NEW HAVEN — In the late 1980s, Ned Anderson Sr., then-chair of the San Carlos Apache Tribe in Arizona, told reporters about an astonishing document he received.
At the time, Anderson was part of a campaign to bring the remains of the famous Apache leader Geronimo to Arizona from Fort Sill, Oklahoma, where he died as a prisoner of war in 1909 after waging a long campaign against U.S. expansion in the southwest.
There was just one problem. Anderson told reporters he’d received a document that said some of Geronimo’s remains weren’t at Fort Sill.
His skull, it said, was in New Haven — stolen from his grave by members of the Yale University secret society Skull and Bones when they were stationed at Fort Sill during World War I and taken back to their clubhouse in New Haven, which members call the Tomb.
Anderson also reportedly received a picture of the skull in a glass case inside the Tomb.
The alleged thieves included one of Connecticut’s most prominent sons — former Sen. Prescott Bush, whose son and grandson would both one day be president.
Skull and Bones leaders have denied the claims. But others have described seeing what appeared to be human skulls inside the Tomb — including one referred to as Geronimo.

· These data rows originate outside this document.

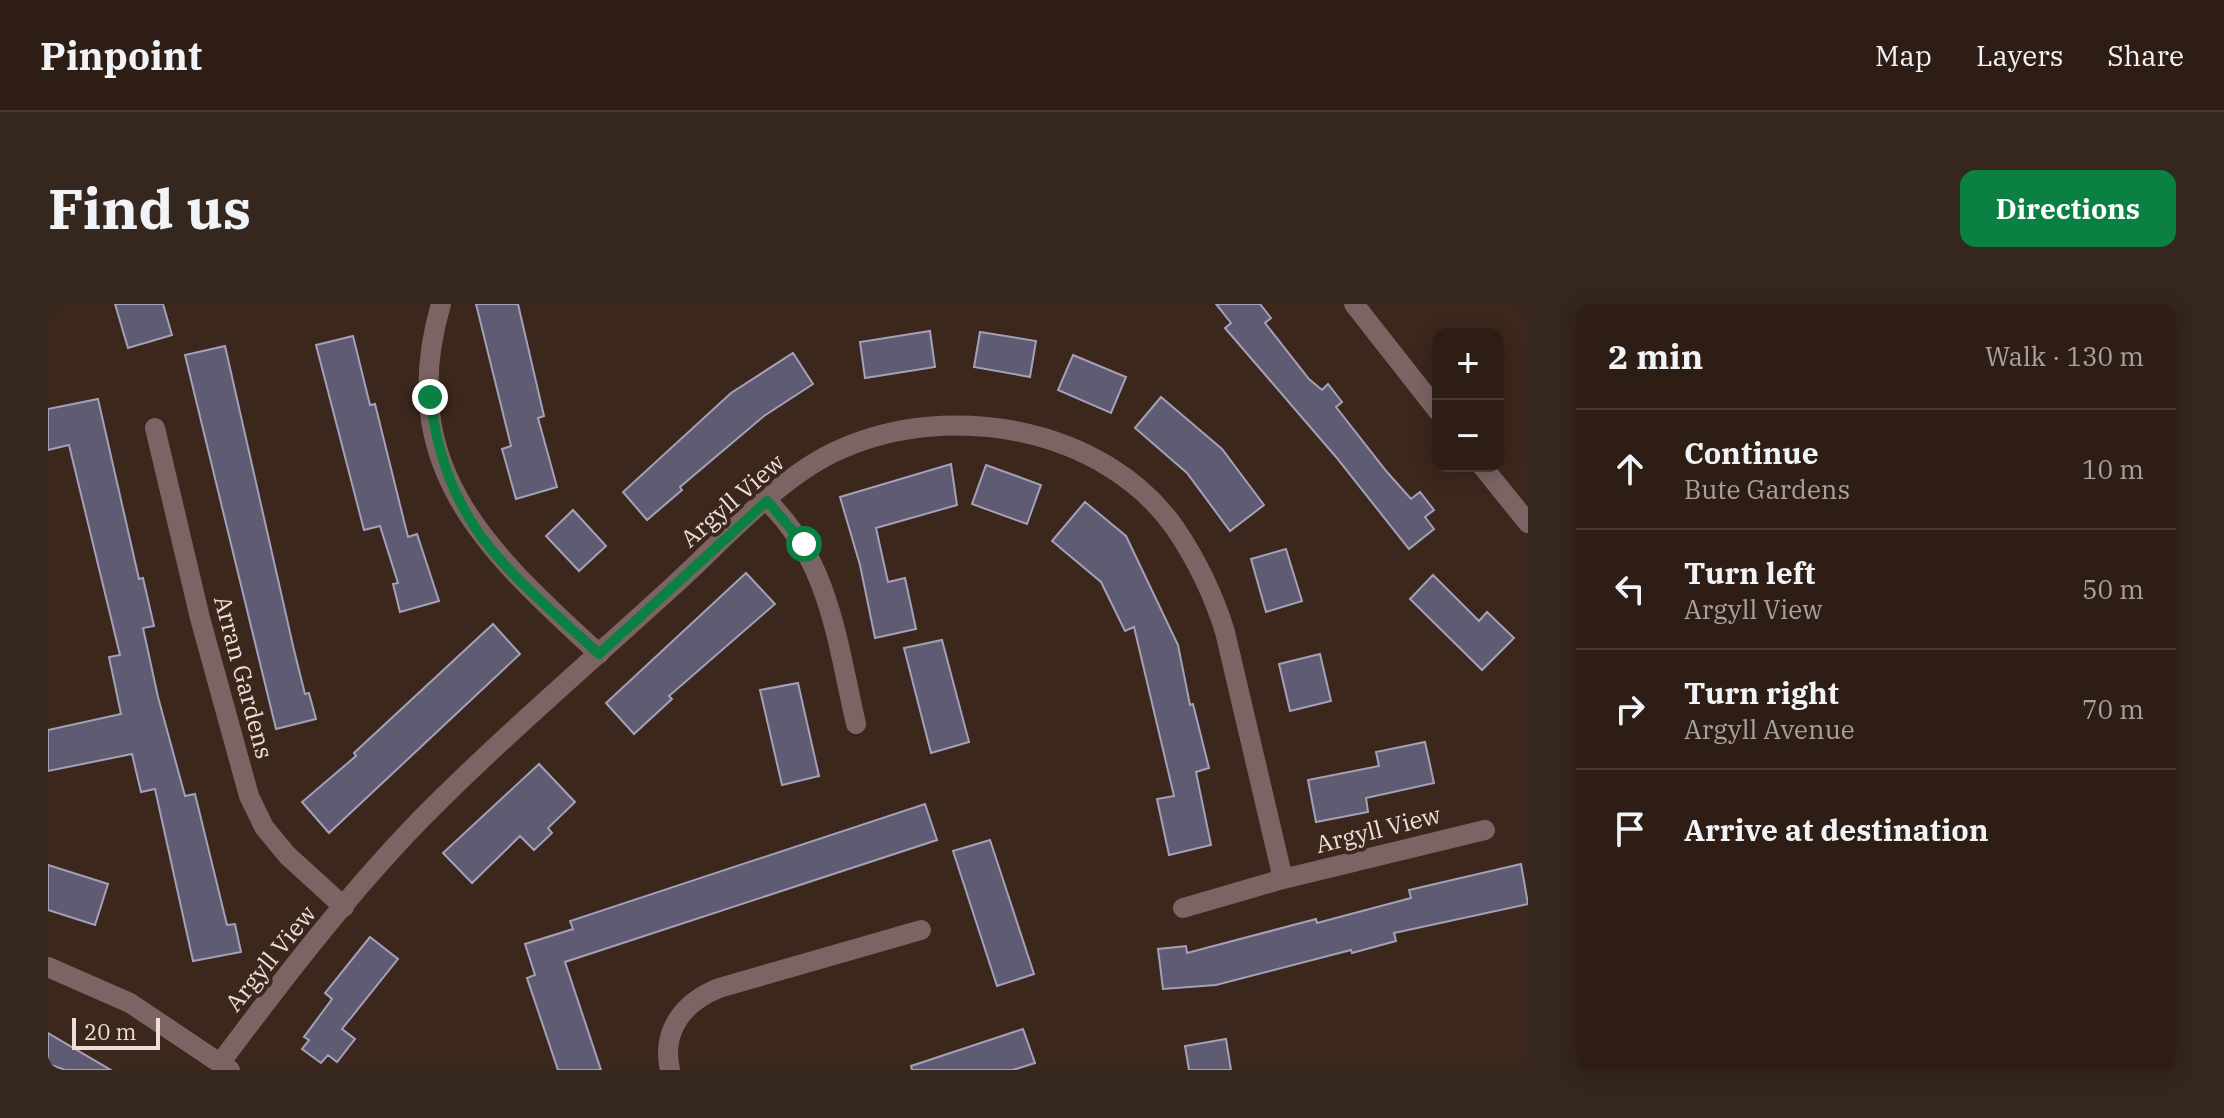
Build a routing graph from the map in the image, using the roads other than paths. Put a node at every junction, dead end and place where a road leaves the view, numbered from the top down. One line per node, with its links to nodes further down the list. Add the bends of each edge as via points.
1 (441, 304): 8 (street, via 430,397 448,482 500,560)
2 (1354, 304): 3 (street)
3 (1432, 403)
4 (155, 428): 12 (street, Arran Gardens, via 249,796 264,827 287,855)
5 (1487, 472): 7 (street)
6 (767, 501): 8 (street, Argyll View); 9 (street, via 800,537 819,577); 11 (street, Argyll View, via 837,450 921,425 974,424 1023,432 1078,452 1119,475 1175,528 1215,601)
7 (1528, 523)
8 (599, 654): 12 (street, Argyll View, via 421,820)
9 (856, 724)
10 (1485, 830): 11 (street, Argyll View)
11 (1283, 879): 13 (street, Argyll View)
12 (344, 907): 16 (street, Argyll View)
13 (1183, 908)
14 (921, 930): 17 (street, via 699,997 675,1022 667,1052)
15 (48, 967): 16 (street, via 130,1003)
16 (226, 1066)
17 (670, 1070)

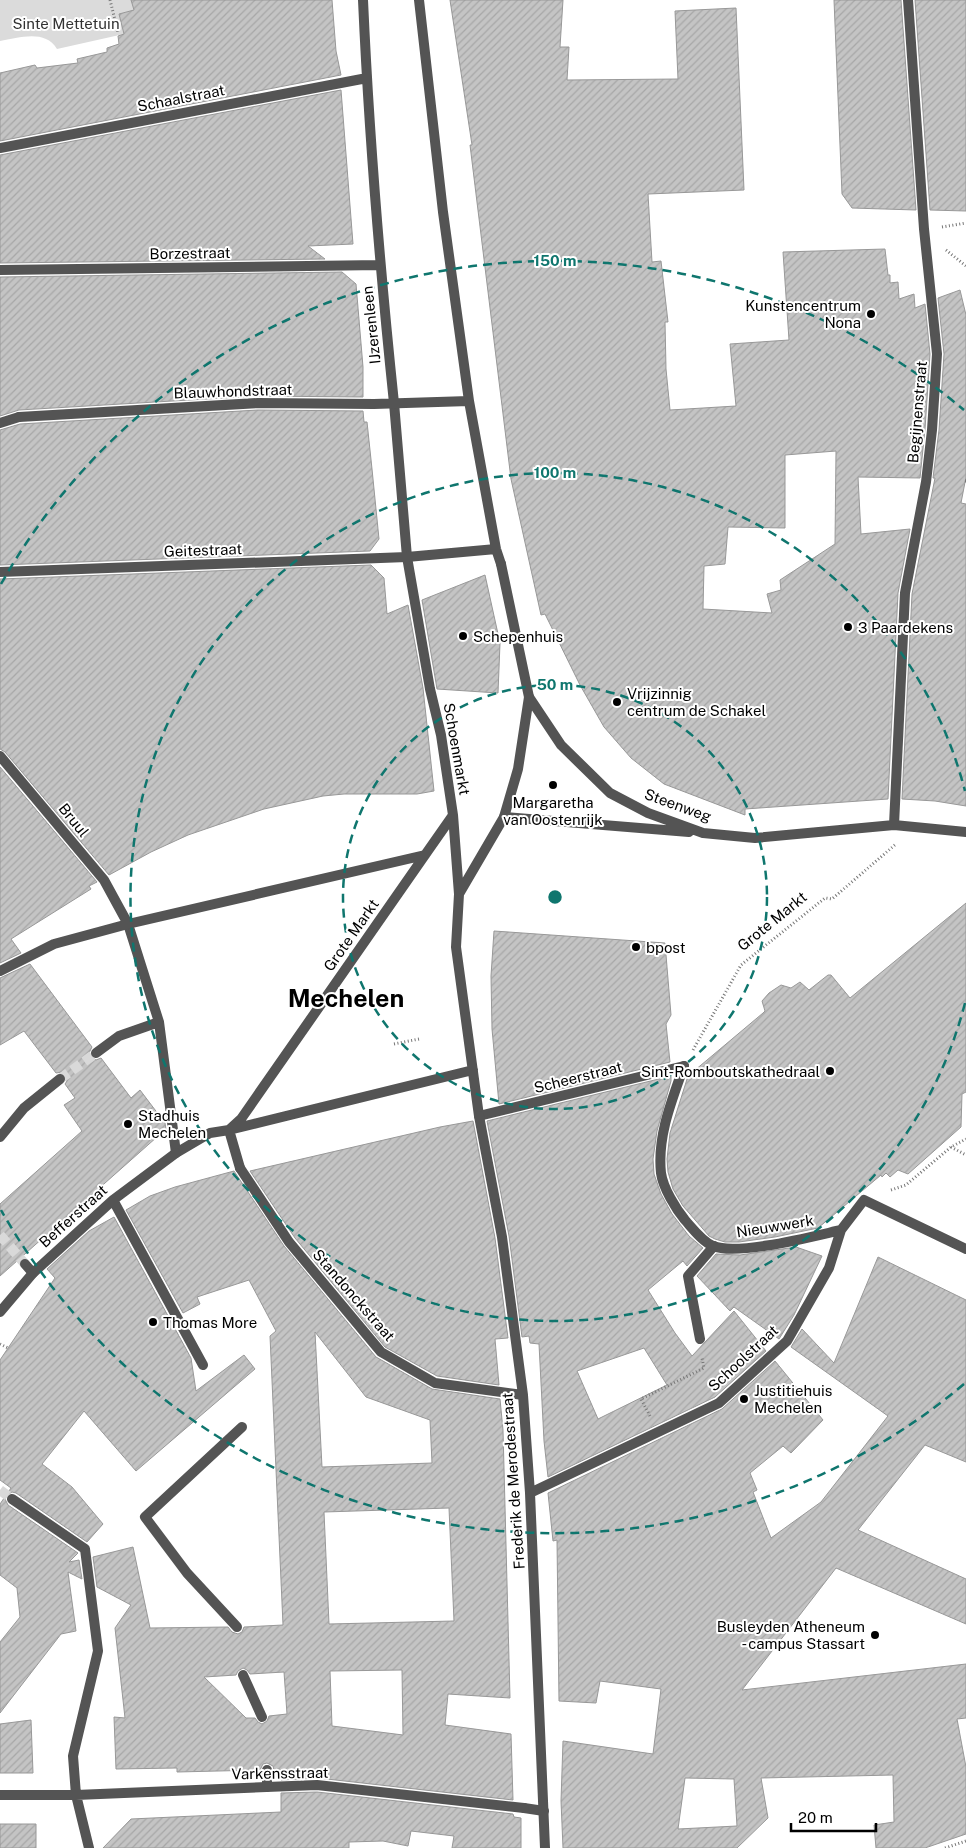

The story gained new life in 2006, when Yale Alumni Magazine published a letter from 1918, found in the university’s archives, in which a member of Skull and Bones, or “bonesman,” as they’re called, describes the theft in detail.
Now, CT Insider has unearthed two previously unpublished letters that were hiding in plain view in the same Yale archive and lend credence to the claims. Written within months of the alleged theft in 1918, they suggest that Skull and Bones members believed their fellow bonesmen had stolen Geronimo’s skull and brought it back to the Tomb.
Additional unpublished letters uncovered by CT Insider in the same collection at Yale corroborate facts in the document Anderson allegedly received and the letter published in 2006.
Two descendants of Geronimo who spoke recently with CT Insider said any skulls and other human remains the group took from Fort Sill should be DNA tested — a process they said they would be willing to participate in.
“If they did actually steal somebody’s skull, if anything, the only way you’re going to find out is doing a DNA test from an actual direct bloodline from Geronimo,” said Hope Gonzales, a direct descendant of Geronimo and a citizen of the Mescalero Apache Tribe in New Mexico.